*How to complete this task:*
If a line below contains "where", count it; then state how many such lines there are, and nothing else.

*Input data:*

--- START ---

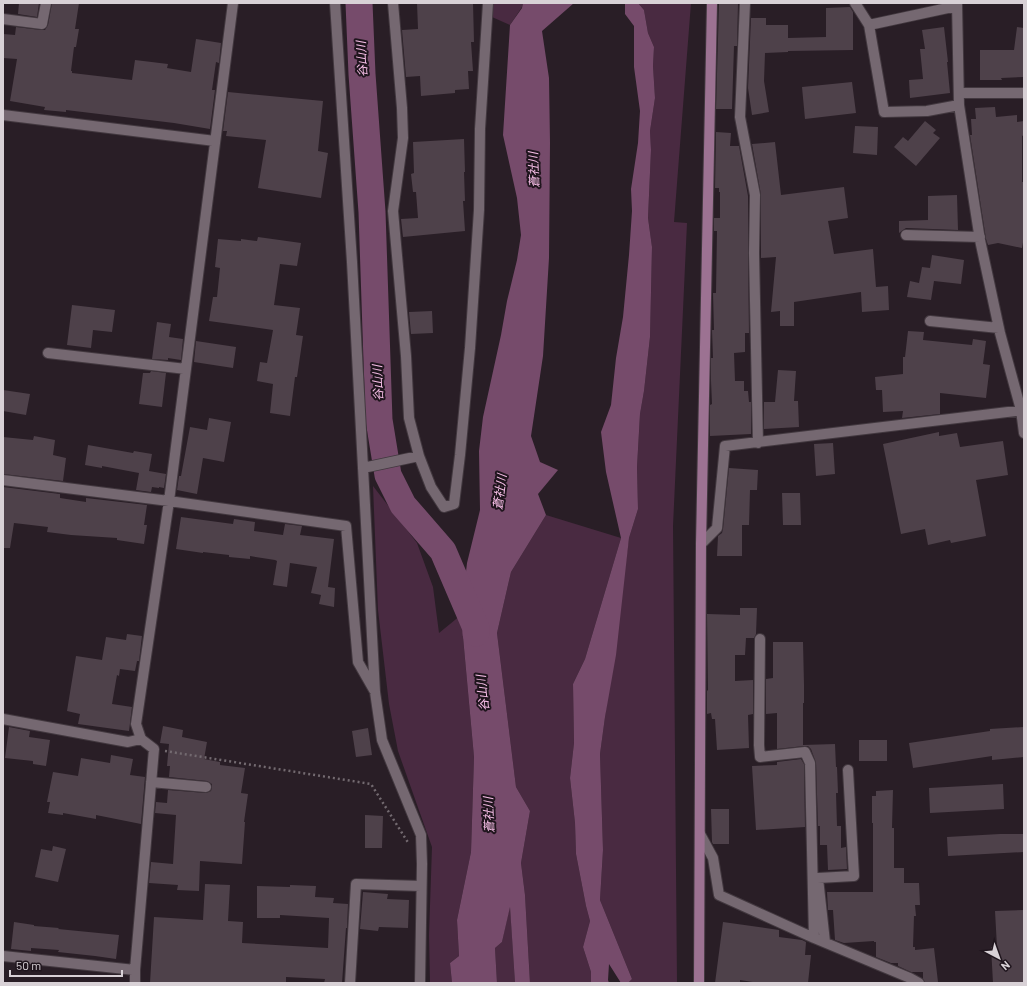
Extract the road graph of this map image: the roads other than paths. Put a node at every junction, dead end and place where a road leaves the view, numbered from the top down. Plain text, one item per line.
1 (46, 3) edge
2 (233, 3) edge
3 (335, 3) edge
4 (393, 3) edge
5 (488, 3) edge
6 (712, 3) edge
7 (745, 3) edge
8 (855, 3) edge
9 (957, 5) edge
10 (3, 19) edge
11 (869, 25) junction
12 (959, 93) junction
13 (1024, 93) edge
14 (959, 106) junction
15 (3, 114) edge
16 (215, 142) junction
17 (906, 235) dead end
18 (980, 237) junction
19 (930, 321) dead end
20 (999, 328) junction
21 (48, 353) dead end
22 (186, 369) junction
23 (1022, 410) edge
24 (1024, 433) edge
25 (758, 443) junction
26 (419, 456) junction
27 (364, 468) junction
28 (3, 480) edge
29 (169, 501) junction
30 (701, 544) junction
31 (760, 640) dead end
32 (375, 692) junction
33 (3, 719) edge
34 (141, 739) junction
35 (848, 770) dead end
36 (151, 782) junction
37 (206, 787) dead end
38 (700, 834) junction
39 (421, 886) junction
40 (814, 938) junction
41 (825, 942) junction
42 (3, 956) edge
43 (135, 970) junction
44 (135, 983) edge
45 (350, 983) edge
46 (420, 983) edge
47 (699, 983) edge
48 (919, 983) edge

1 - 10 street
2 - 16 street
3 - 27 street
4 - 26 street
5 - 26 street
6 - 30 street
7 - 25 street
8 - 11 street
9 - 11 street
9 - 12 street
11 - 14 street
12 - 13 street
12 - 14 street
14 - 18 street
15 - 16 street
16 - 22 street
17 - 18 street
18 - 20 street
19 - 20 street
20 - 23 street
21 - 22 street
22 - 29 street
23 - 24 street
23 - 25 street
25 - 30 street
26 - 27 street
27 - 32 street
28 - 29 street
29 - 32 street
29 - 34 street
30 - 38 street
31 - 40 street
32 - 39 street
33 - 34 street
34 - 36 street
35 - 41 street
36 - 37 street
36 - 43 street
38 - 40 street
38 - 47 street
39 - 45 street
39 - 46 street
40 - 41 street
41 - 48 street
42 - 43 street
43 - 44 street

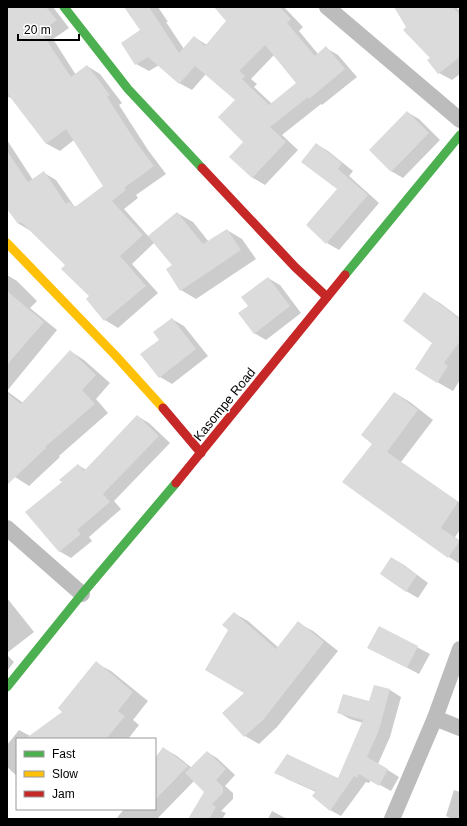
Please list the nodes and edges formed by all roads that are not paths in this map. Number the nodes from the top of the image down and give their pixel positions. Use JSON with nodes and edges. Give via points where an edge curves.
{"nodes":[{"id":1,"x":64,"y":7,"type":"edge"},
{"id":2,"x":327,"y":7,"type":"edge"},
{"id":3,"x":460,"y":120,"type":"edge"},
{"id":4,"x":460,"y":135,"type":"edge"},
{"id":5,"x":7,"y":243,"type":"edge"},
{"id":6,"x":326,"y":297,"type":"junction"},
{"id":7,"x":202,"y":453,"type":"junction"},
{"id":8,"x":7,"y":528,"type":"edge"},
{"id":9,"x":82,"y":594,"type":"junction"},
{"id":10,"x":460,"y":649,"type":"edge"},
{"id":11,"x":7,"y":687,"type":"edge"},
{"id":12,"x":435,"y":718,"type":"junction"},
{"id":13,"x":460,"y":728,"type":"edge"},
{"id":14,"x":392,"y":819,"type":"edge"}],
"edges":[{"from":1,"to":6,"type":"street","via":[[128,89]]},
{"from":2,"to":3,"type":"street"},
{"from":4,"to":6,"type":"street","name":"Kasompe Road"},
{"from":5,"to":7,"type":"street","via":[[115,354]]},
{"from":6,"to":7,"type":"street","name":"Kasompe Road"},
{"from":7,"to":9,"type":"street","name":"Kasompe Road"},
{"from":8,"to":9,"type":"street"},
{"from":9,"to":11,"type":"street","name":"Kasompe Road"},
{"from":10,"to":12,"type":"street"},
{"from":12,"to":13,"type":"street"},
{"from":12,"to":14,"type":"street"}]}
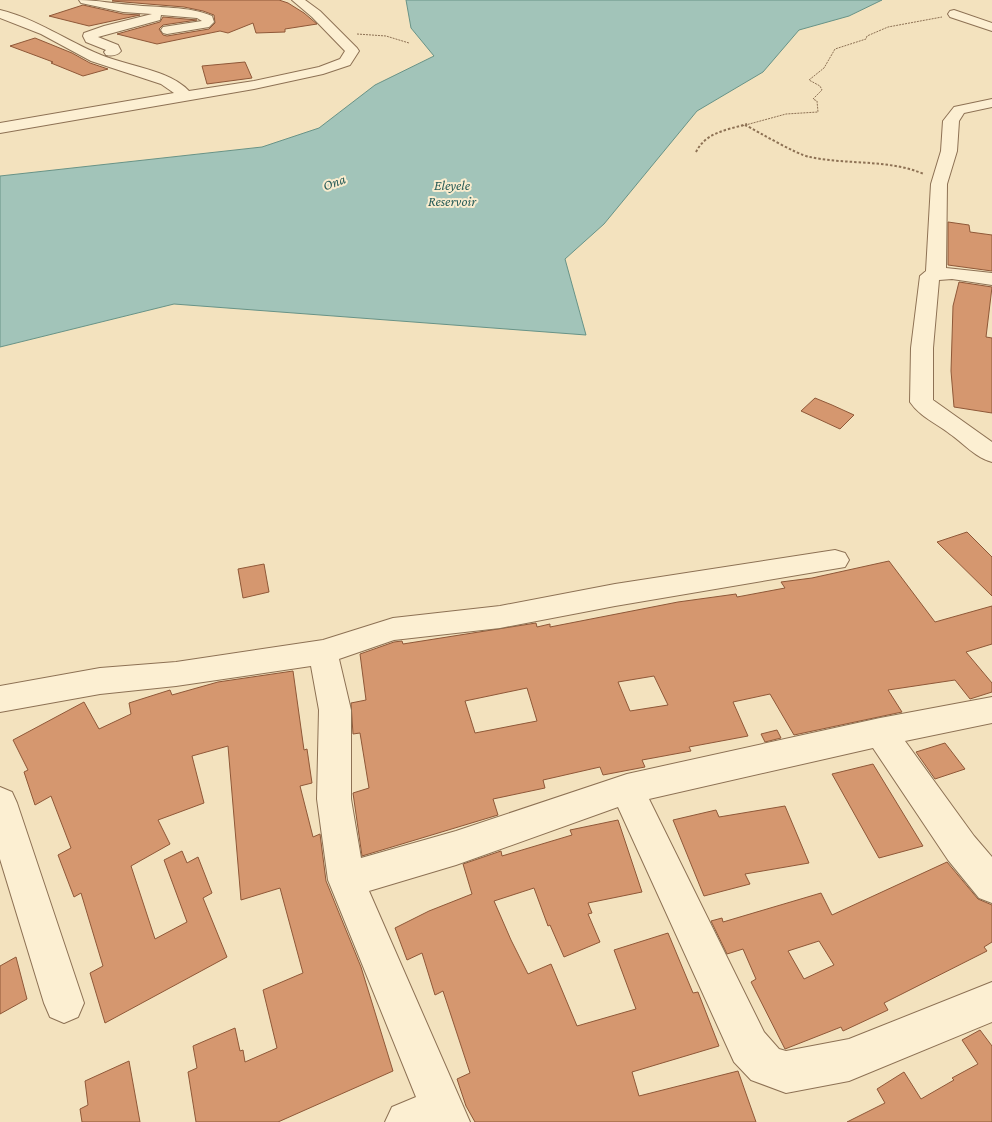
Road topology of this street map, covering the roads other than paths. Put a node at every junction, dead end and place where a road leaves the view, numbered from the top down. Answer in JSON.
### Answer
{"nodes":[{"id":1,"x":85,"y":0,"type":"edge"},
{"id":2,"x":298,"y":0,"type":"edge"},
{"id":3,"x":171,"y":6,"type":"edge"},
{"id":4,"x":0,"y":14,"type":"edge"},
{"id":5,"x":954,"y":14,"type":"road end"},
{"id":6,"x":992,"y":27,"type":"edge"},
{"id":7,"x":167,"y":30,"type":"dead end"},
{"id":8,"x":96,"y":58,"type":"junction"},
{"id":9,"x":177,"y":91,"type":"junction"},
{"id":10,"x":992,"y":103,"type":"edge"},
{"id":11,"x":0,"y":128,"type":"edge"},
{"id":12,"x":936,"y":274,"type":"junction"},
{"id":13,"x":992,"y":279,"type":"edge"},
{"id":14,"x":992,"y":454,"type":"edge"},
{"id":15,"x":835,"y":560,"type":"dead end"},
{"id":16,"x":323,"y":652,"type":"junction"},
{"id":17,"x":13,"y":697,"type":"edge"},
{"id":18,"x":992,"y":710,"type":"edge"},
{"id":19,"x":0,"y":712,"type":"edge"},
{"id":20,"x":880,"y":732,"type":"junction"},
{"id":21,"x":627,"y":789,"type":"junction"},
{"id":22,"x":0,"y":803,"type":"edge"},
{"id":23,"x":346,"y":880,"type":"junction"},
{"id":24,"x":992,"y":885,"type":"edge"},
{"id":25,"x":992,"y":1002,"type":"edge"},
{"id":26,"x":64,"y":1003,"type":"dead end"},
{"id":27,"x":432,"y":1117,"type":"edge"}],
"edges":[{"from":1,"to":3,"type":"street"},
{"from":2,"to":9,"type":"street"},
{"from":3,"to":7,"type":"street"},
{"from":3,"to":8,"type":"street"},
{"from":4,"to":8,"type":"street"},
{"from":5,"to":6,"type":"street"},
{"from":8,"to":9,"type":"street"},
{"from":9,"to":11,"type":"street"},
{"from":10,"to":12,"type":"street"},
{"from":12,"to":13,"type":"street"},
{"from":12,"to":14,"type":"street"},
{"from":15,"to":16,"type":"street"},
{"from":16,"to":17,"type":"street"},
{"from":16,"to":23,"type":"street"},
{"from":17,"to":19,"type":"street"},
{"from":18,"to":20,"type":"street"},
{"from":20,"to":21,"type":"street"},
{"from":20,"to":24,"type":"street"},
{"from":21,"to":23,"type":"street"},
{"from":21,"to":25,"type":"street"},
{"from":22,"to":26,"type":"street"},
{"from":23,"to":27,"type":"street"}]}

--- END ---

*Response for this exercise:*
3